Who’s Affected by the Collection #1 Data Breach?
Who’s affected by the Collection #1 Data Breach? The real question should be “who’s not affected?” The Collection #1 folder features 2.7 billion rows of passwords and email addresses, creating more than 1 billion unique combinations. So sure, this data breach doesn’t involve credit card numbers or bank account information. But if you tend to use the same password across most of your accounts, you should be worried about the idea of hackers having access to it via Collection #1. Even if you use different passwords, you’re not immune in this breach.
After all, the passwords were saved in plain text, so there was nothing for hackers to decipher in order to access them. They weren’t for sale, either. They were free, just sitting there in a folder on a major cloud storage site, available for anyone to copy. That’s partly why this attack is a big deal!
What You Should Do Right Now
When a breach is described as “The mother of all data breaches” taking no action is, well, not smart. What you should do right now is to immediately go find out whether Collection #1 affects you personally. Chances are that it does, but you can find out for sure by putting in your email addresses (check them all!) at Have I Been Pwned. This site will tell you whether your email addresses or passwords has been involved in a data breach before. I put in my email addresses and saw found that one of them was found on eight breached sites. And two of the passwords I use regularly were found on hundreds of sites. Time to change those.

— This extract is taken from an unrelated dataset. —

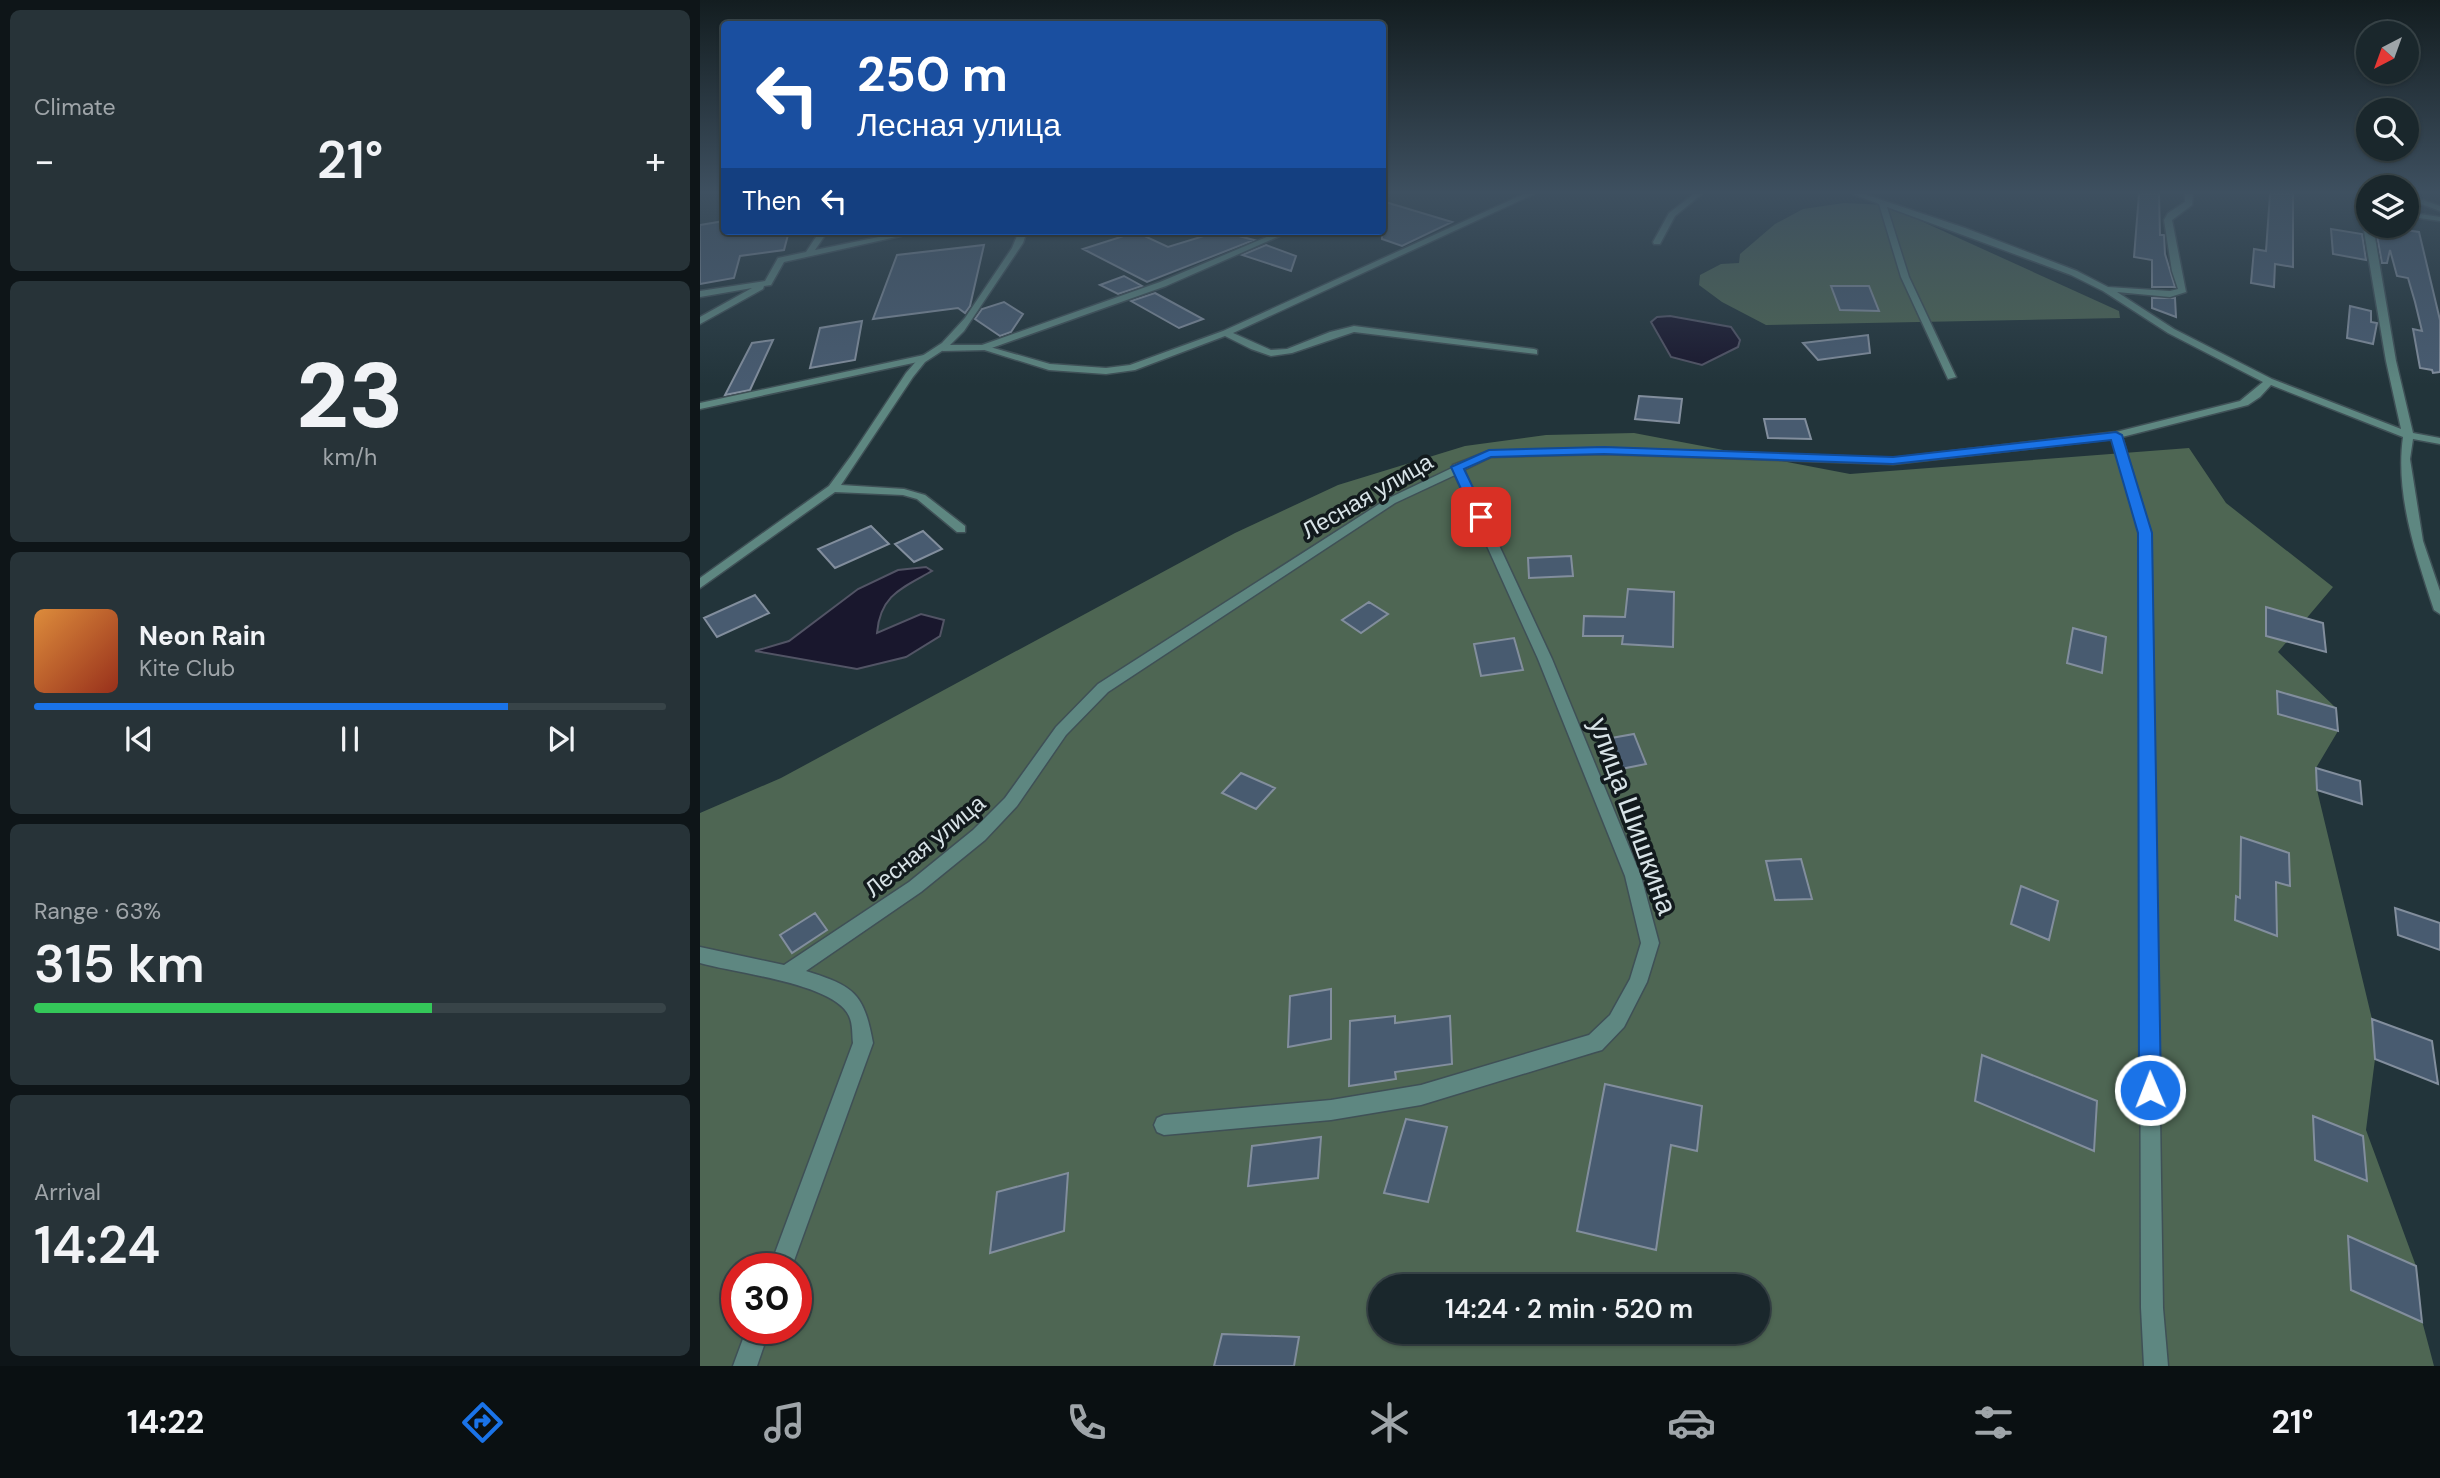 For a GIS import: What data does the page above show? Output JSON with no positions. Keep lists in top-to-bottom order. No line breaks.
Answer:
{"streets":{"street":["Лесная улица","улица Шишкина"]},"crossings":[["Лесная улица","улица Шишкина"]],"north":"bottom left","page":{"tile":["Climate",["23","km/h"],["Range · 63%","315 km"],["Arrival","14:24"]],"turn":["250 m","Лесная улица"],"heat":["−","21°","+"],"then":"Then","song":["Neon Rain","Kite Club"],"limit":"30","trip":"14:24 · 2 min · 520 m","tabs":["14:22","21°"]}}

What to do right now? Check your email address as soon as possible. If you’re in the same situation as me, do this:
- Immediately change any affected passwords.
- Do NOT use the same password across multiple sites. Oh sure, I know it’s convenient, but that’s the quickest way to give a hacker access to a whole lot of information you might rather keep protected.
- Use two-factor authentication on any site that allows you to do that.
Also, think about using a password manager, like 1Password, which can store your passwords securely and monitor them to let you know right away if they’ve been involved in a data breach. Putting these tips into practice now should reduce your odds of being affected by the next data breach.
Lastly, if you’re in IT or HR, there is no better time than the present to focus on employee training as it relates to security and password management. Security first should be a mantra for all business leaders, as employees are both the weakest link when it comes to security, and the strongest line of defense when properly trained. It would be a good idea to immediately require a password change across the board, for the entire organization. It would also be a good idea to get some security training scheduled as quickly as possible, so that your employees understand the threat that the Collection #1 Data Breach presents, not only to them personally, but to the company and its employees and customers as a whole.